───── EXCERPTED RECORDS ─────

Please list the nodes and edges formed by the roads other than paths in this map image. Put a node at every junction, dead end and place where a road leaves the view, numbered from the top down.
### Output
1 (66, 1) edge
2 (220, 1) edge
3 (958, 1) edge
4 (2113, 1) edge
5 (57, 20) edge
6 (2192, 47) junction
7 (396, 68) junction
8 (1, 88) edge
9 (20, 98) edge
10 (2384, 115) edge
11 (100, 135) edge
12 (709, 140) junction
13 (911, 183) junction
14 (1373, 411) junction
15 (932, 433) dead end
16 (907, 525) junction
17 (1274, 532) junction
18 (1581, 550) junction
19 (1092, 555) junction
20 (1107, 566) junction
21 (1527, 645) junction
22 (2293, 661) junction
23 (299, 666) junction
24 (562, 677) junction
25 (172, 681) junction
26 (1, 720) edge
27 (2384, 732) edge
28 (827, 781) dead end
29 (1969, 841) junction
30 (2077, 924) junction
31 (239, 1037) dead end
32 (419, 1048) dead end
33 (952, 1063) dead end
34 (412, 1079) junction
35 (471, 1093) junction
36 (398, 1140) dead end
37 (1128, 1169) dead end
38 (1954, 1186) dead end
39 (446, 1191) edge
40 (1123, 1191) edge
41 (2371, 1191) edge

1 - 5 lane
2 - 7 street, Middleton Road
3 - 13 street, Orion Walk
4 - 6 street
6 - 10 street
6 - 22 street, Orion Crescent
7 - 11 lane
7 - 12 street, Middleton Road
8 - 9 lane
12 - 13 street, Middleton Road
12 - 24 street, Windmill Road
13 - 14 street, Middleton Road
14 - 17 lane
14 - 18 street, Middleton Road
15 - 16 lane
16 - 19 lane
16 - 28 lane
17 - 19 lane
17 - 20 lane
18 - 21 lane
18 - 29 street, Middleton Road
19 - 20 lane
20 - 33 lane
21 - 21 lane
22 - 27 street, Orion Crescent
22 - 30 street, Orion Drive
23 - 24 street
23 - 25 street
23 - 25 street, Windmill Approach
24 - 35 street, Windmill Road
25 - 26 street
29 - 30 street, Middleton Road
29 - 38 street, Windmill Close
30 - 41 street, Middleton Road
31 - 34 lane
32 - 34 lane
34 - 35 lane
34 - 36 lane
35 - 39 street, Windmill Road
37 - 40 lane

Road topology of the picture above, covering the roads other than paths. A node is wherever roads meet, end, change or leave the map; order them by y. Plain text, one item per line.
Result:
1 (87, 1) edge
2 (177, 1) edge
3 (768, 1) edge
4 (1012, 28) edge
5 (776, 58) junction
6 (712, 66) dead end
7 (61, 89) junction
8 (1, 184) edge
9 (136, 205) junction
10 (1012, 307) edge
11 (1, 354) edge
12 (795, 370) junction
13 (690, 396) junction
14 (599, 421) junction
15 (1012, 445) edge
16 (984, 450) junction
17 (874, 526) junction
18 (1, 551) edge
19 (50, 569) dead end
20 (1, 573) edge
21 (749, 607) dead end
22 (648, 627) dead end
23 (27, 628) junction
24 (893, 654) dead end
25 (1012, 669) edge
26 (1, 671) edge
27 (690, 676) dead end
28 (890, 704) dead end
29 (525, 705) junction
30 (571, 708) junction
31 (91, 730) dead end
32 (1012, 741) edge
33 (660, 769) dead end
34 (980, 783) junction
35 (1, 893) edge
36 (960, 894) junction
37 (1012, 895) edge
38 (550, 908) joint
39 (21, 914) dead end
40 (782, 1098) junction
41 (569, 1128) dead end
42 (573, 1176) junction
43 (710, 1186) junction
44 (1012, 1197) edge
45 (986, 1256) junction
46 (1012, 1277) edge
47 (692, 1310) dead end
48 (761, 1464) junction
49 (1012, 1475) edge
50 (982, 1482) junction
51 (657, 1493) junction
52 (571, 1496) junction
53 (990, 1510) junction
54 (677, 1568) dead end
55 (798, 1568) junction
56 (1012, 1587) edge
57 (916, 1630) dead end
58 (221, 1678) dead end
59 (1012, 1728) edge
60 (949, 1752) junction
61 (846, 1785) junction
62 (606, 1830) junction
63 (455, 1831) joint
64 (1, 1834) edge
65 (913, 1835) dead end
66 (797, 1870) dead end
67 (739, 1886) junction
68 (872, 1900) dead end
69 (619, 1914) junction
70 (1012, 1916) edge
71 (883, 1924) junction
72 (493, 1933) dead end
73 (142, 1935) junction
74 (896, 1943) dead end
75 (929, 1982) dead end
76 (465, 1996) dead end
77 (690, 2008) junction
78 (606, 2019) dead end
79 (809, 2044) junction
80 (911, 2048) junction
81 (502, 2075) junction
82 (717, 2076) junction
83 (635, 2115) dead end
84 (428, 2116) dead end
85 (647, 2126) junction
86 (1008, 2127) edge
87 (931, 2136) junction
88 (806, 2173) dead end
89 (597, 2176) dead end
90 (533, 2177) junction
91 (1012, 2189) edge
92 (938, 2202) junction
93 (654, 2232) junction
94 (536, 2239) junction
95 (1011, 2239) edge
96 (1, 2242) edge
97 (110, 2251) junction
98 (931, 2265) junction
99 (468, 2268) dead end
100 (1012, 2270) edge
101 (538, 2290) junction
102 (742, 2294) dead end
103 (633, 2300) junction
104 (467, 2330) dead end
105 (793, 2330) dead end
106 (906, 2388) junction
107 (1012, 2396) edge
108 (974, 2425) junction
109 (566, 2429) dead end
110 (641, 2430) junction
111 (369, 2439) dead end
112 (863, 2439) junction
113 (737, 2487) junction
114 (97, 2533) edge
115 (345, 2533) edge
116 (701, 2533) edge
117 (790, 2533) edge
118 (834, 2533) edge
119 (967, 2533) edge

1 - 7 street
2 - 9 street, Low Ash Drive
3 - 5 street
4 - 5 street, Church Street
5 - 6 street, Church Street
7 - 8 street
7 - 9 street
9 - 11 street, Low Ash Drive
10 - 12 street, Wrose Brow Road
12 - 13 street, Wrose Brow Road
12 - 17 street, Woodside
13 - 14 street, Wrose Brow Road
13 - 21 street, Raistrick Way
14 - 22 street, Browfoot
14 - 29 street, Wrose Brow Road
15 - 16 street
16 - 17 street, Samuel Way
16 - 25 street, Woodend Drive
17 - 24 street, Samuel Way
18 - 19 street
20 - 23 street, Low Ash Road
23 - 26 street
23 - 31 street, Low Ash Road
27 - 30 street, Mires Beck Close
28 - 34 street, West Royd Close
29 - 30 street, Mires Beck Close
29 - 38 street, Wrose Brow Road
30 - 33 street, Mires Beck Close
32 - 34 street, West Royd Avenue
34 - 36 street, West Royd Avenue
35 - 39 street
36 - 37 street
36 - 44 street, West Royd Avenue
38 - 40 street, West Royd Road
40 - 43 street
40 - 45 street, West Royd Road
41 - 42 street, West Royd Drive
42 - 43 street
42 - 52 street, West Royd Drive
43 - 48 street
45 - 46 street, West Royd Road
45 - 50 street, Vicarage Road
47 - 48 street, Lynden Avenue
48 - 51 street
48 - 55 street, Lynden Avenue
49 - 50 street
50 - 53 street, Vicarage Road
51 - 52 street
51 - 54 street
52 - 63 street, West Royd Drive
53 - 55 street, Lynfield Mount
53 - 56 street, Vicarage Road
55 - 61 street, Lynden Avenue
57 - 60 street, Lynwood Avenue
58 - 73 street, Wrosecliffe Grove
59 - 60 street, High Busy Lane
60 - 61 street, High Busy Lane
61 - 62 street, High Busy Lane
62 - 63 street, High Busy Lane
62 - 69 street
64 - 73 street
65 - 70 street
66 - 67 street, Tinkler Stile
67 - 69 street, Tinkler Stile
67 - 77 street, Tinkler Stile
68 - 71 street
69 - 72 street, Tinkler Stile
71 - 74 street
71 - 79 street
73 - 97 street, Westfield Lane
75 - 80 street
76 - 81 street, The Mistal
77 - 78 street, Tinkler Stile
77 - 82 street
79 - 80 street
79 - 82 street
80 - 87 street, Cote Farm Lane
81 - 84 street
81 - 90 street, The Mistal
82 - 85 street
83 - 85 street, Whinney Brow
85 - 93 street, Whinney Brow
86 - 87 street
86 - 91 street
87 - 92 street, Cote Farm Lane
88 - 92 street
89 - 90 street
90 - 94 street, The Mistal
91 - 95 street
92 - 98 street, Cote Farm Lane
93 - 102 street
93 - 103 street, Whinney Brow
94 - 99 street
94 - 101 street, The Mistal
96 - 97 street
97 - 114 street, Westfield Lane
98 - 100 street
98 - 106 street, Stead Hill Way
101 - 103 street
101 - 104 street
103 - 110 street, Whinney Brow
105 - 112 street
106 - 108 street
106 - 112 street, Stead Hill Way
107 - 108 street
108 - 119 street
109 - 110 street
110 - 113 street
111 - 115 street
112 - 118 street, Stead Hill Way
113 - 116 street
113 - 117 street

─────

● **WHAT TO DO**
What is needed is a word-for-word copy of the records above, from the first line through the line that contains "Road topology of".

● **OUTPUT BELOW**
Please list the nodes and edges formed by the roads other than paths in this map image. Put a node at every junction, dead end and place where a road leaves the view, numbered from the top down.
### Output
1 (66, 1) edge
2 (220, 1) edge
3 (958, 1) edge
4 (2113, 1) edge
5 (57, 20) edge
6 (2192, 47) junction
7 (396, 68) junction
8 (1, 88) edge
9 (20, 98) edge
10 (2384, 115) edge
11 (100, 135) edge
12 (709, 140) junction
13 (911, 183) junction
14 (1373, 411) junction
15 (932, 433) dead end
16 (907, 525) junction
17 (1274, 532) junction
18 (1581, 550) junction
19 (1092, 555) junction
20 (1107, 566) junction
21 (1527, 645) junction
22 (2293, 661) junction
23 (299, 666) junction
24 (562, 677) junction
25 (172, 681) junction
26 (1, 720) edge
27 (2384, 732) edge
28 (827, 781) dead end
29 (1969, 841) junction
30 (2077, 924) junction
31 (239, 1037) dead end
32 (419, 1048) dead end
33 (952, 1063) dead end
34 (412, 1079) junction
35 (471, 1093) junction
36 (398, 1140) dead end
37 (1128, 1169) dead end
38 (1954, 1186) dead end
39 (446, 1191) edge
40 (1123, 1191) edge
41 (2371, 1191) edge

1 - 5 lane
2 - 7 street, Middleton Road
3 - 13 street, Orion Walk
4 - 6 street
6 - 10 street
6 - 22 street, Orion Crescent
7 - 11 lane
7 - 12 street, Middleton Road
8 - 9 lane
12 - 13 street, Middleton Road
12 - 24 street, Windmill Road
13 - 14 street, Middleton Road
14 - 17 lane
14 - 18 street, Middleton Road
15 - 16 lane
16 - 19 lane
16 - 28 lane
17 - 19 lane
17 - 20 lane
18 - 21 lane
18 - 29 street, Middleton Road
19 - 20 lane
20 - 33 lane
21 - 21 lane
22 - 27 street, Orion Crescent
22 - 30 street, Orion Drive
23 - 24 street
23 - 25 street
23 - 25 street, Windmill Approach
24 - 35 street, Windmill Road
25 - 26 street
29 - 30 street, Middleton Road
29 - 38 street, Windmill Close
30 - 41 street, Middleton Road
31 - 34 lane
32 - 34 lane
34 - 35 lane
34 - 36 lane
35 - 39 street, Windmill Road
37 - 40 lane

Road topology of the picture above, covering the roads other than paths. A node is wherever roads meet, end, change or leave the map; order them by y. Plain text, one item per line.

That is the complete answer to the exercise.